# What to produce
Please copy each line of the records below that holds the word "Jalan".

[Dataset entries]
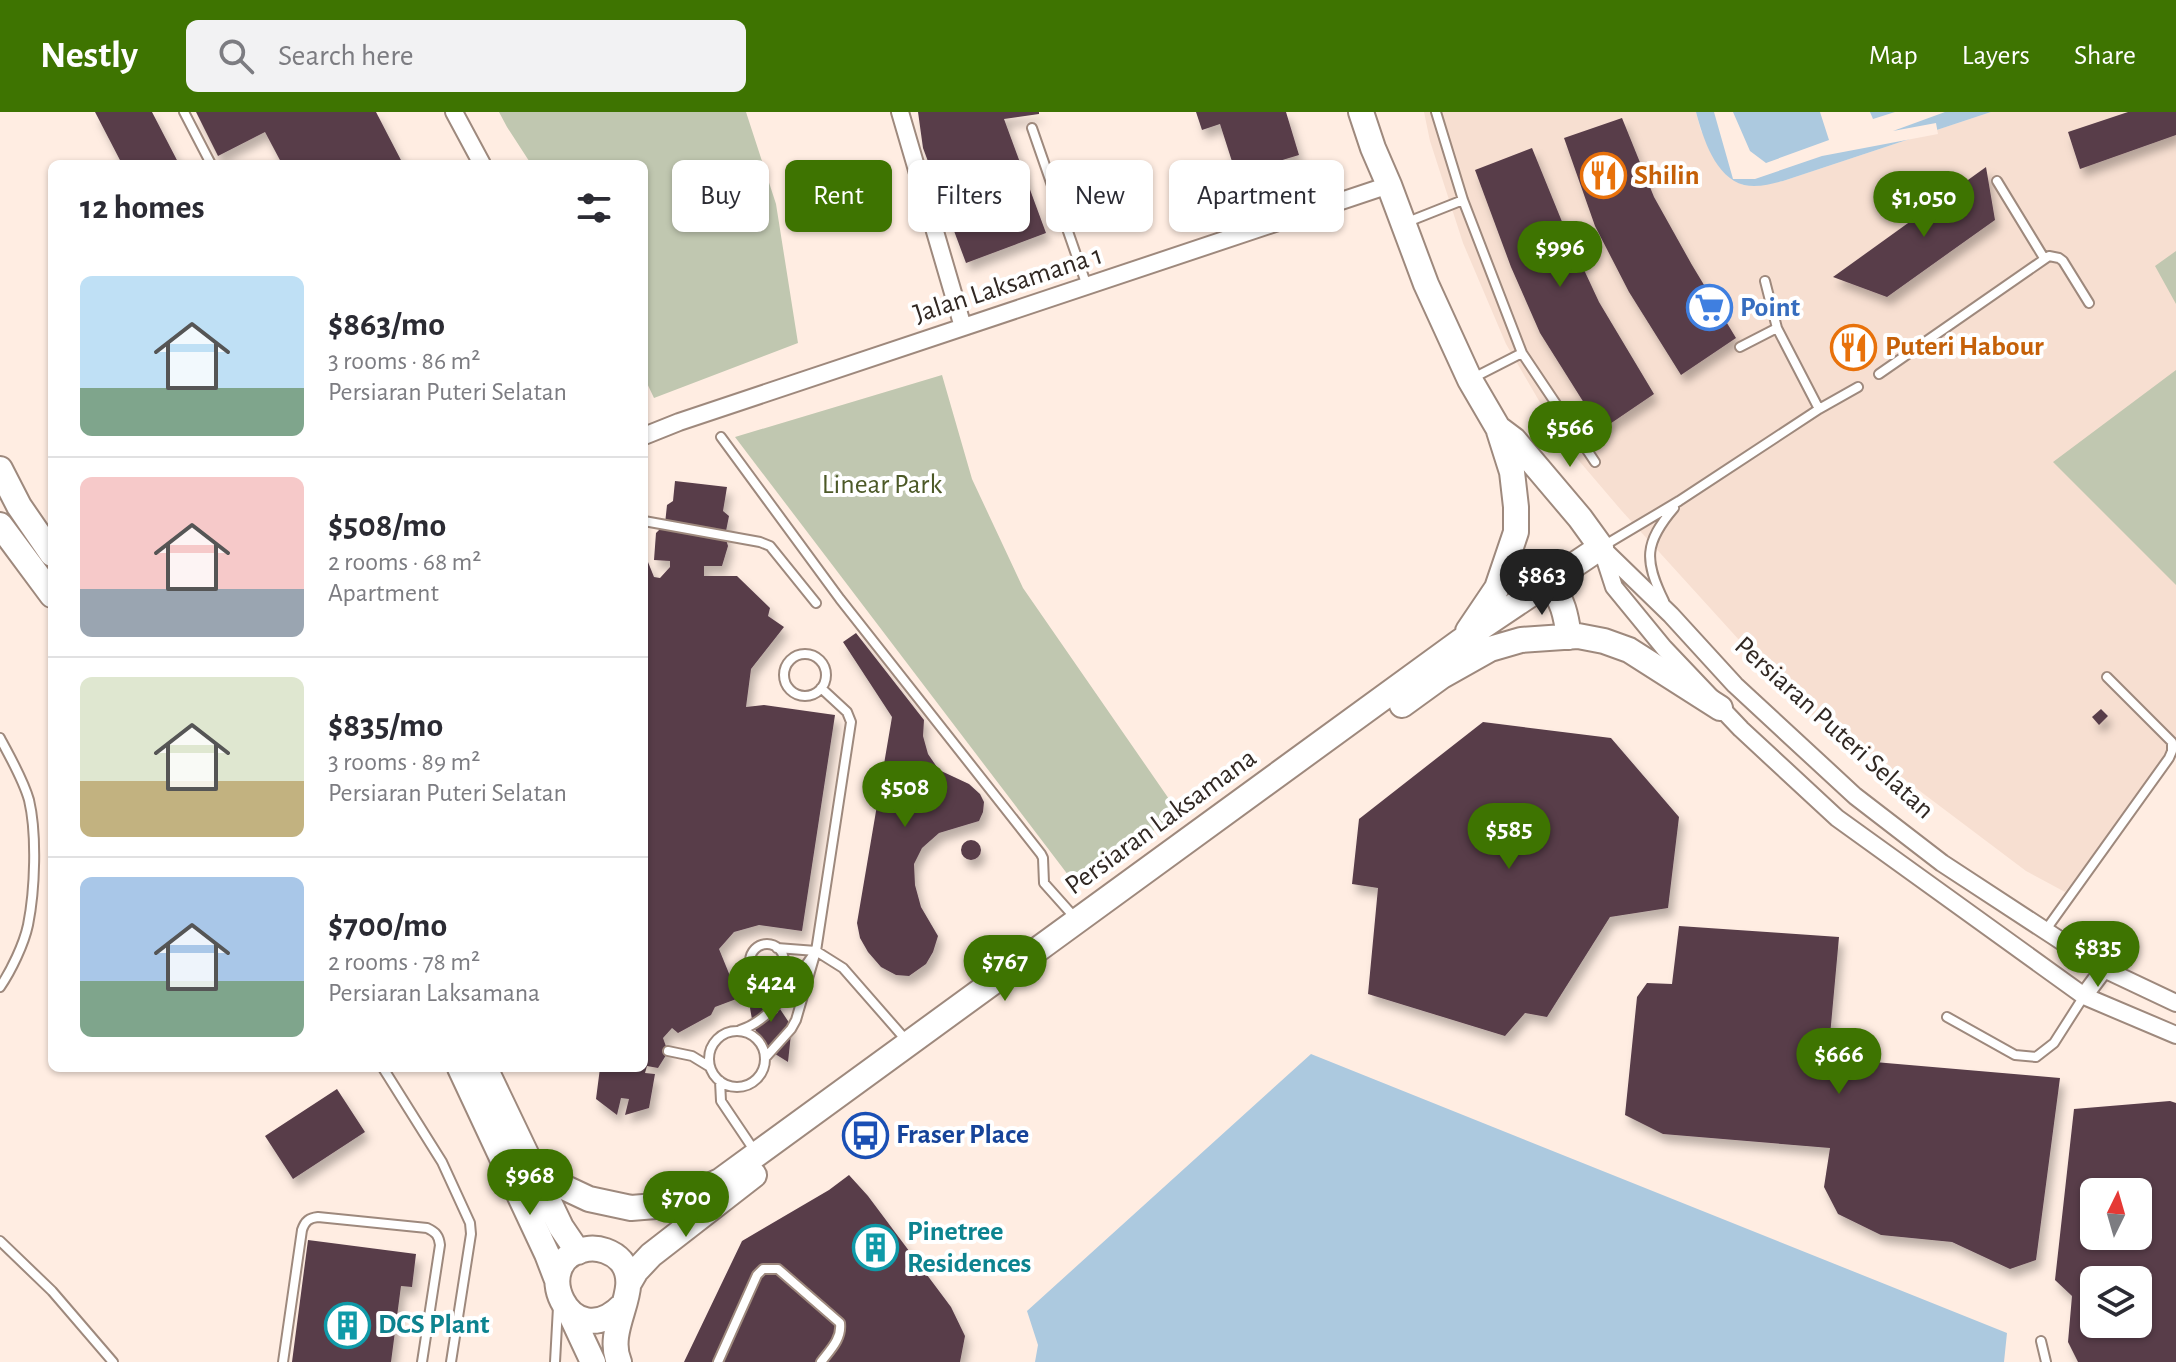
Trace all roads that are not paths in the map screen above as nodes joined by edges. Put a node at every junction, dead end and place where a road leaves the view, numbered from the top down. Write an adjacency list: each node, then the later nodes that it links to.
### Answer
1 (184, 112): 7 (lane)
2 (454, 112): 8 (street)
3 (900, 112): 17 (street)
4 (1361, 112): 10 (street, Persiaran Puteri Selatan)
5 (1436, 112): 11 (lane)
6 (1032, 128): 15 (lane)
7 (209, 160)
8 (480, 160)
9 (1997, 181): 13 (lane)
10 (1389, 185): 12 (street, Persiaran Puteri Selatan); 15 (street, Jalan Laksamana 1)
11 (1463, 200): 12 (lane); 20 (lane)
12 (1404, 224): 22 (street, Persiaran Puteri Selatan)
13 (2044, 258): 16 (lane); 21 (lane)
14 (1765, 281): 18 (lane)
15 (1087, 286): 17 (street, Jalan Laksamana 1)
16 (2089, 303)
17 (963, 327): 26 (street, Jalan Laksamana 1)
18 (1777, 328): 19 (lane); 24 (lane)
19 (1740, 347)
20 (1522, 353): 22 (lane); 28 (lane)
21 (1879, 374)
22 (1470, 380): 25 (street, Persiaran Puteri Selatan)
23 (1858, 387): 24 (lane)
24 (1819, 409): 30 (lane)
25 (1498, 428): 33 (street, Persiaran Puteri Selatan); 40 (street)
26 (648, 434)
27 (721, 437): 45 (lane)
28 (1595, 462)
29 (0, 469): 34 (street)
30 (1679, 501): 33 (lane); 38 (lane)
31 (648, 522): 37 (lane)
32 (0, 525): 36 (street)
33 (1601, 547): 35 (street, Persiaran Laksamana); 38 (street, Persiaran Puteri Selatan); 43 (street, Persiaran Puteri Selatan)
34 (48, 548)
35 (1549, 583): 39 (street); 40 (street, Persiaran Laksamana)
36 (48, 590)
37 (816, 603)
38 (1671, 615): 46 (street, Persiaran Puteri Selatan)
39 (1569, 637): 43 (street); 67 (street)
40 (1461, 641): 45 (street, Persiaran Laksamana)
41 (2107, 677): 46 (lane)
42 (821, 688): 42 (lane); 48 (lane)
43 (1720, 708): 52 (street, Persiaran Puteri Selatan)
44 (0, 738): 51 (lane)
45 (1077, 920): 58 (street, Persiaran Laksamana)
46 (2045, 931): 49 (street, Persiaran Puteri Selatan)
47 (777, 948): 48 (lane); 50 (lane); 50 (lane)
48 (816, 951): 54 (lane); 58 (lane); 60 (lane)
49 (2104, 969): 52 (street); 53 (street, Persiaran Puteri Selatan)
50 (769, 978): 54 (lane)
51 (0, 987)
52 (2084, 996): 55 (lane); 57 (street, Persiaran Puteri Selatan)
53 (2176, 1003)
54 (773, 1009): 56 (lane)
55 (1947, 1017)
56 (728, 1033): 60 (lane); 61 (lane)
57 (2176, 1035)
58 (909, 1043): 67 (street, Persiaran Laksamana)
59 (668, 1051): 61 (lane)
60 (765, 1058): 65 (lane)
61 (710, 1067): 65 (lane)
62 (386, 1072): 77 (lane)
63 (462, 1072): 72 (street)
64 (487, 1072): 66 (street, Persiaran Laksamana)
65 (720, 1081): 67 (lane)
66 (526, 1156): 68 (street, Persiaran Laksamana); 70 (street, Persiaran Laksamana)
67 (760, 1161): 68 (street, Persiaran Laksamana); 71 (street, Persiaran Laksamana)
68 (720, 1181): 71 (street)
69 (0, 1241): 74 (lane)
70 (578, 1252): 71 (street); 72 (street)
71 (624, 1283): 72 (street); 80 (street)
72 (562, 1297): 78 (lane); 79 (street)
73 (2041, 1341): 83 (lane)
74 (113, 1362)
75 (283, 1362): 76 (lane)
76 (422, 1362)
77 (451, 1362)
78 (555, 1362)
79 (593, 1362)
80 (619, 1362)
81 (718, 1362): 82 (lane)
82 (821, 1362)
83 (2046, 1362)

# Solution for this problem
10 (1389, 185): 12 (street, Persiaran Puteri Selatan); 15 (street, Jalan Laksamana 1)
15 (1087, 286): 17 (street, Jalan Laksamana 1)
17 (963, 327): 26 (street, Jalan Laksamana 1)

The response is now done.